This is the second in a trilogy by James Smith, professor of philosophy at Calvin College, a prolific writer on matters hermeneutical, a polymath who can adeptly discuss literature, art, and film, alongside theology. His trilogy (at least the two-thirds in print) is turning out to be a magnum opus. This volume, like its predecessor, is a challenging work, but there is no question that Smith will cause us think and stimulate us to grow as a result of interacting with his ideas.
The author is attempting something vast, to see humans in a new light: “an alternative anthropology that emphasizes the primacy of love and the priority of the imagination in shaping our identity and governing our orientation to the world,” as opposed to “an intellectualist model of education,” that sees Christianity as “primarily a set of doctrines, beliefs, and ideas,” and which ends up reducing Christian education to the acquisition of knowledge. This traditional view assumes that the way to life change is critical reflection: think correctly and all else follows (7, 10, 12). If I may put words in his mouth, Smith is, on the other hand, arguing: “love correctly and all else follows.” How do we shape those loves, those desires, those longings, and how differently will this look from culture doing the same thing, capturing hearts rather than minds?
Needless to say, the implications of such an investigation are manifold, affecting a number of pastoral activities, not the least of which is preaching.
Smith observes that “[m]uch of our action is not ‘pushed’ by ideas or conclusions; rather, it grows out of our character and is in a sense ‘pulled’ out of us by our attraction to a telos.” It is, therefore, “not enough to equip our intellects to merely think rightly about the world. We also need to recruit our imaginations” (6). Indeed! Preaching is the casting of a biblical vision of the ideal world of God (the telos). Thus, “Christian formation is a conversion of the imagination effected by the Spirit, who recruits our most fundamental desires by a kind of narrative enchantment—by inviting us narrative animals into a story that seeps into our bones and becomes the orienting background of our being-in-the-world” (14–15). For Smith, this means the worship of the church, that enchants the worshiper. While worship is certainly an integral part of this “enchantment,” I would think a more fundamental and authoritative way of casting this ideal-world vision is by preaching. Scripture offers us blueprint of this world, and the community of God puts into practice the precepts, priorities, and practices of this world, which would, of course, include worship. Preaching is thus a kindling of our imaginations and a stimulating of our longings for that ideal world.

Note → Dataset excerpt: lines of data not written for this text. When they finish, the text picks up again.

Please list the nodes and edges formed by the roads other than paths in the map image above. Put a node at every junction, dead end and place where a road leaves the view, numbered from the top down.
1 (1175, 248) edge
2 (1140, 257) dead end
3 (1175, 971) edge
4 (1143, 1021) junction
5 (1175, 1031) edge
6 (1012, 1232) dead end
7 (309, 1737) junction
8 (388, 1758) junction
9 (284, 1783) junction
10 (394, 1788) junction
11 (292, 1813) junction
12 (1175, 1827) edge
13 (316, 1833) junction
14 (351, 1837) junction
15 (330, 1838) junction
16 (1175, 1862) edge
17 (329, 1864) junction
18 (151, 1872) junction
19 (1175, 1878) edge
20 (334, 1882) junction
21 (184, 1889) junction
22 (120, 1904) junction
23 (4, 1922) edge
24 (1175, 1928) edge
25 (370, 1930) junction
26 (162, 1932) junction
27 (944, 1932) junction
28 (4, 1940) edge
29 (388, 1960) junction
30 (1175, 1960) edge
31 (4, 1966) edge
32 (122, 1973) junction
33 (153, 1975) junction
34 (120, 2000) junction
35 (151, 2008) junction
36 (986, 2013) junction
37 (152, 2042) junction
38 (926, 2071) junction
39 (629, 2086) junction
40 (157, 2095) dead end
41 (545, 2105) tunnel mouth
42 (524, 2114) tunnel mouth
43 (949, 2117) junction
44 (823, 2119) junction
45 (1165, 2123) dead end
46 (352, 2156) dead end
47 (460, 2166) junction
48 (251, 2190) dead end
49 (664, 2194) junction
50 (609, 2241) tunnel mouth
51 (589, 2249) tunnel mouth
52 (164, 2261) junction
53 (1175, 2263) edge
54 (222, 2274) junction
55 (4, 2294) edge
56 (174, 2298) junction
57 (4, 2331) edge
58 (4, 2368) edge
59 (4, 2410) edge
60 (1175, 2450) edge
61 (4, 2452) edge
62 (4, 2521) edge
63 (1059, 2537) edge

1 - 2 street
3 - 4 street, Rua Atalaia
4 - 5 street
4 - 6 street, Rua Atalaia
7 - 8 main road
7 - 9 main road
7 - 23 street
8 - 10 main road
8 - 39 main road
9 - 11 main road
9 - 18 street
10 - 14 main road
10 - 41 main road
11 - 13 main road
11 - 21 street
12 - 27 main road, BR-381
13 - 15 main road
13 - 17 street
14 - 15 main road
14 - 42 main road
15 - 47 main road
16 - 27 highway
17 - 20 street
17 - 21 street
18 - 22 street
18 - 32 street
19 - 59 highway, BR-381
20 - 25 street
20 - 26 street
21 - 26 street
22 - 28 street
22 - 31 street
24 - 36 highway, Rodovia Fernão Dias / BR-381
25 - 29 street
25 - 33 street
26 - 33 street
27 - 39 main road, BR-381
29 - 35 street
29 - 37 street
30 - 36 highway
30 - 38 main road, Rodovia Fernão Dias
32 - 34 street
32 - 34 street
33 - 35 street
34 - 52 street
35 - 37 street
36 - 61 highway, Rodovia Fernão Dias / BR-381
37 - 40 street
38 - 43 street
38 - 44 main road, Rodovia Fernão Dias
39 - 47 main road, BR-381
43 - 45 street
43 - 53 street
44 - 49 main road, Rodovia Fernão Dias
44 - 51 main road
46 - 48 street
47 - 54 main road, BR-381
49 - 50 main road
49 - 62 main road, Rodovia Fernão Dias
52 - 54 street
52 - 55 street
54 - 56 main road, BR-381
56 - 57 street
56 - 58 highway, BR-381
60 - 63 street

Drawing from the literature of character formation, Smith proposes the concept of habitus: “those ‘dispositions’ we have to constitute the world in certain ways—the habitual way that we construct our world” (81). Such a construction of a world is really what Scripture is all about, pericope by pericope projecting segments of God’s ideal world. It is in this world that God bids his people live. And to do that one has to abide by the precepts, priorities, and practices of that world. Insofar as the community buys in to that divine view of the world and seeks to inhabit that ideal world, God’s kingdom is becoming a reality. Habitus makes us inhabitants of God’s world, the world projected by Scripture.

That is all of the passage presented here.